Exercise details » One number, and no other words, should make up the answer: how many lines of the listing contain the string "MANOR".

Dataset excerpts »

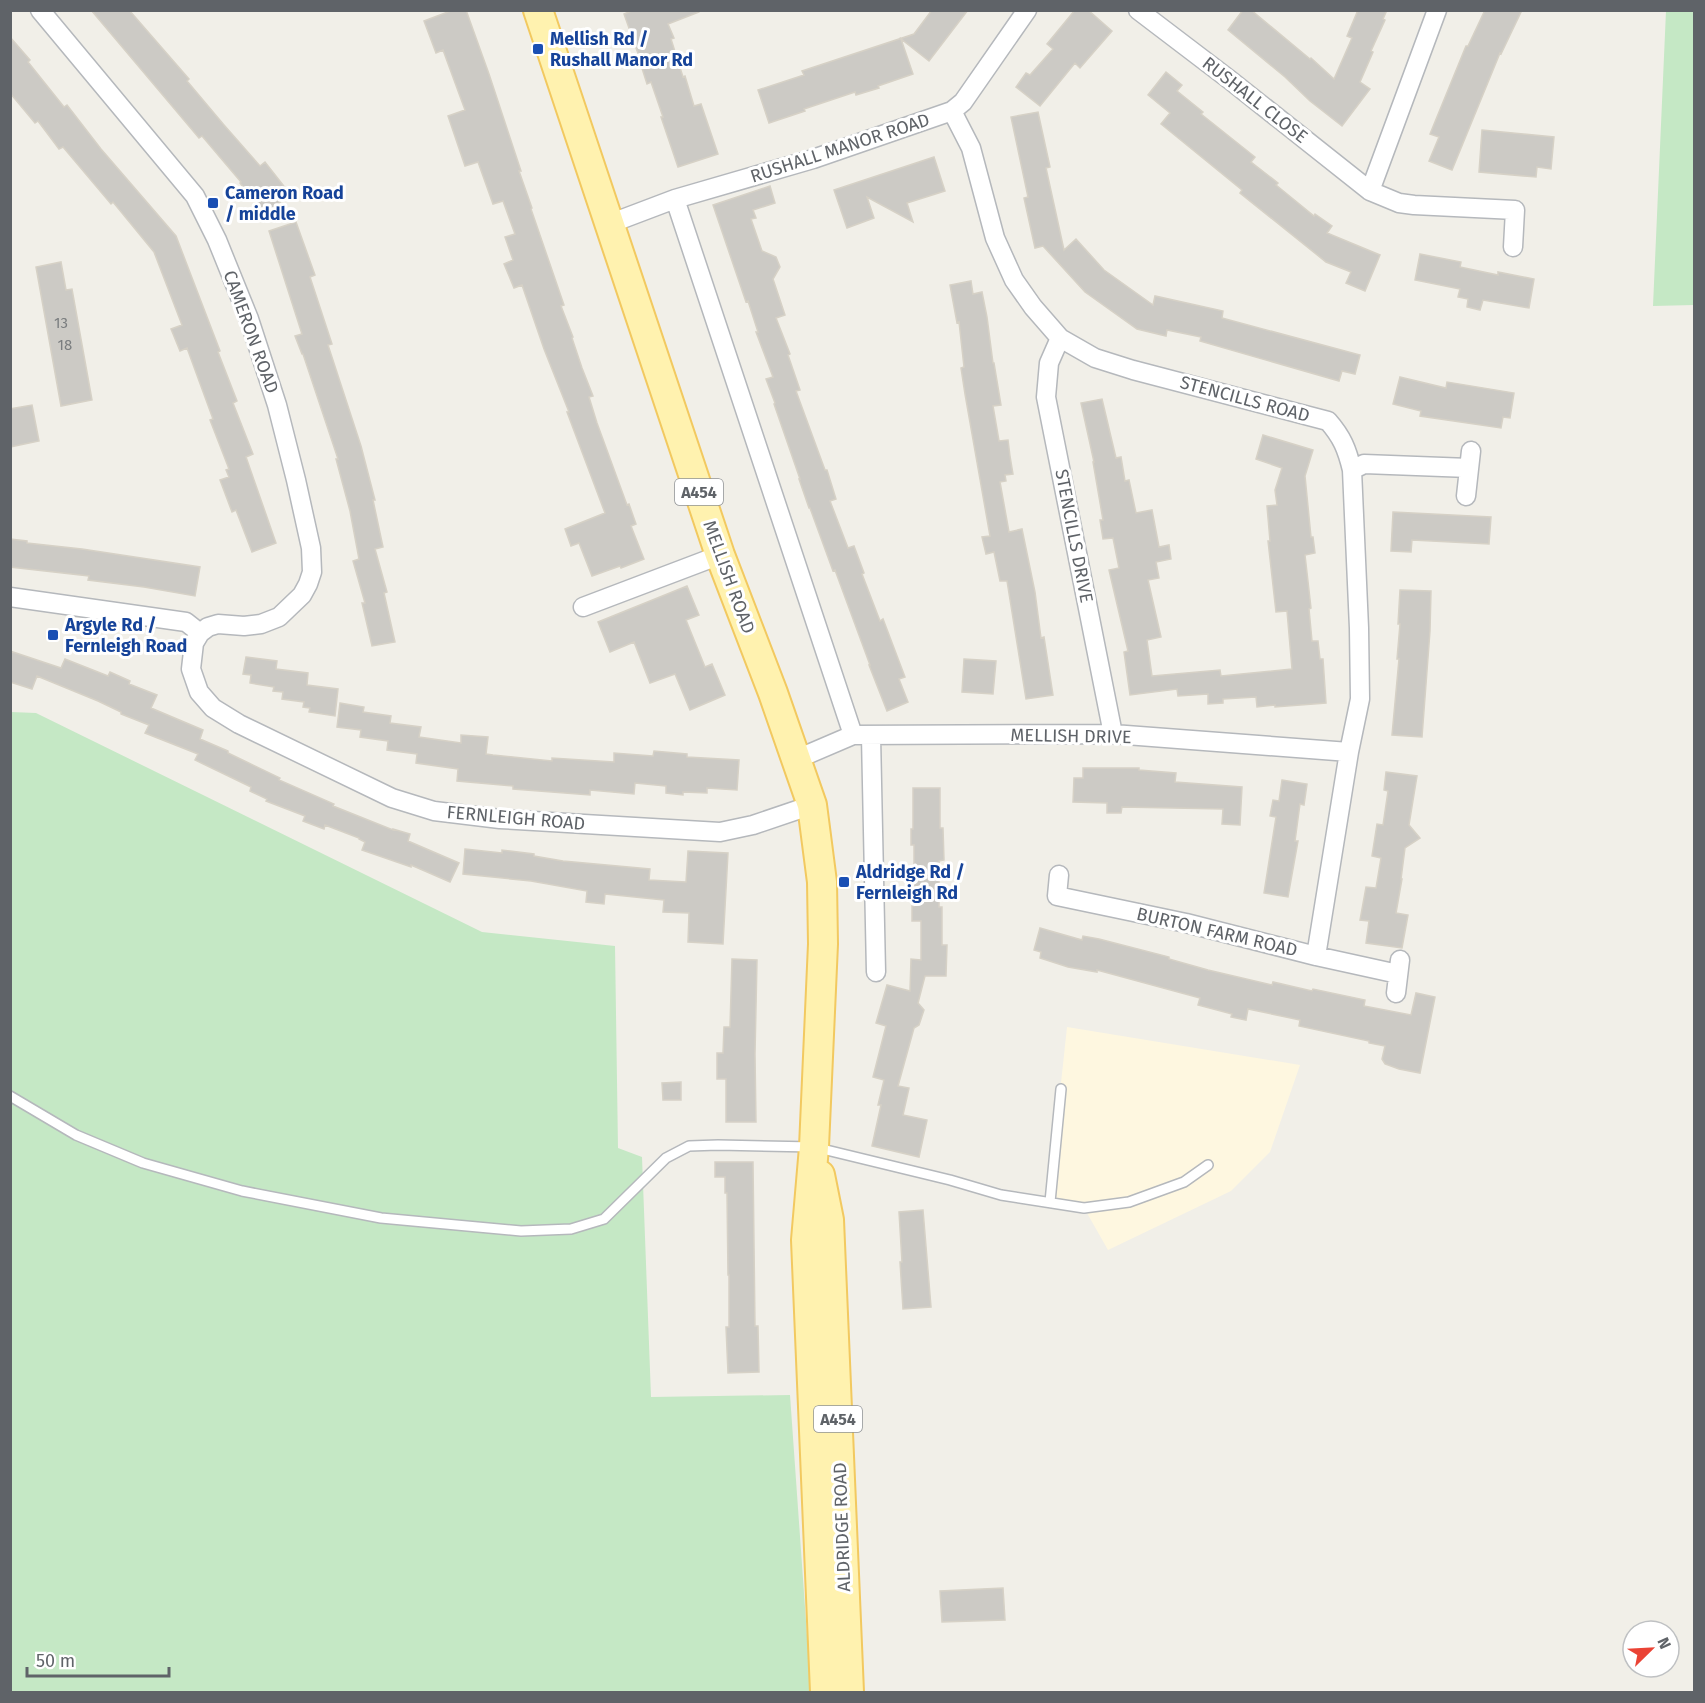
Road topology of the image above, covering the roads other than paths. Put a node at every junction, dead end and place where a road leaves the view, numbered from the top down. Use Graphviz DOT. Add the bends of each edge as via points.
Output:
graph roads {
  1 [pos="40,10"];
  2 [pos="538,10"];
  3 [pos="1027,10"];
  4 [pos="1138,10"];
  5 [pos="1437,10"];
  6 [pos="952,111"];
  7 [pos="1370,191"];
  8 [pos="675,199"];
  9 [pos="609,224"];
  10 [pos="1513,247"];
  11 [pos="1060,338"];
  12 [pos="1352,470"];
  13 [pos="1466,496"];
  14 [pos="720,555"];
  15 [pos="10,597"];
  16 [pos="583,607"];
  17 [pos="200,633"];
  18 [pos="1113,734"];
  19 [pos="862,735"];
  20 [pos="1350,752"];
  21 [pos="797,759"];
  22 [pos="812,805"];
  23 [pos="1059,875"];
  24 [pos="1316,956"];
  25 [pos="876,972"];
  26 [pos="822,979"];
  27 [pos="1396,993"];
  28 [pos="1061,1089"];
  29 [pos="10,1096"];
  30 [pos="814,1147"];
  31 [pos="1208,1166"];
  32 [pos="1050,1202"];
  33 [pos="825,1692"];
  34 [pos="849,1692"];
  1 -- 17 [label="street, CAMERON ROAD" via="195,196 249,319 277,405 311,548 308,584 279,616 261,624 218,624"];
  2 -- 9 [label="main road, MELLISH ROAD / A454"];
  3 -- 6 [label="street, RUSHALL MANOR ROAD" via="963,102"];
  4 -- 7 [label="street, RUSHALL CLOSE"];
  5 -- 7 [label="street"];
  6 -- 8 [label="street, RUSHALL MANOR ROAD" via="813,159"];
  6 -- 11 [label="street, STENCILLS ROAD" via="971,148 995,238 1014,280"];
  7 -- 10 [label="street, RUSHALL CLOSE" via="1414,205 1515,210"];
  8 -- 9 [label="street, RUSHALL MANOR ROAD"];
  8 -- 19 [label="street"];
  9 -- 14 [label="main road, MELLISH ROAD / A454"];
  11 -- 12 [label="street, STENCILLS ROAD" via="1095,358 1133,370 1328,421 1348,451"];
  11 -- 18 [label="street, STENCILLS DRIVE" via="1049,363 1046,397"];
  12 -- 13 [label="street" via="1364,464 1470,460"];
  12 -- 20 [label="street, STENCILLS ROAD" via="1360,699"];
  14 -- 16 [label="street"];
  14 -- 21 [label="main road, MELLISH ROAD / A454"];
  15 -- 17 [label="street" via="186,622"];
  17 -- 22 [label="street, FERNLEIGH ROAD" via="194,643 191,669 200,692 213,708 238,724 392,798 434,812 720,832"];
  18 -- 19 [label="street, MELLISH DRIVE"];
  18 -- 20 [label="street, MELLISH DRIVE"];
  19 -- 21 [label="street, MELLISH DRIVE"];
  19 -- 25 [label="street"];
  20 -- 24 [label="street, STENCILLS ROAD"];
  21 -- 22 [label="main road, MELLISH ROAD / A454"];
  22 -- 26 [label="main road, MELLISH ROAD / A454" via="822,882"];
  23 -- 24 [label="street, BURTON FARM ROAD" via="1056,896"];
  24 -- 27 [label="street, BURTON FARM ROAD" via="1399,967"];
  26 -- 30 [label="main road, ALDRIDGE ROAD / A454"];
  28 -- 32 [label="lane"];
  29 -- 30 [label="lane" via="76,1135 143,1163 242,1191 381,1218 521,1232 571,1229 604,1219 666,1158 689,1146"];
  30 -- 32 [label="lane" via="1001,1195"];
  30 -- 33 [label="main road, ALDRIDGE ROAD / A454" via="806,1240"];
  30 -- 34 [label="main road, ALDRIDGE ROAD / A454" via="829,1220"];
  31 -- 32 [label="lane" via="1184,1182 1129,1202 1084,1208"];
}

Solution for this task » 3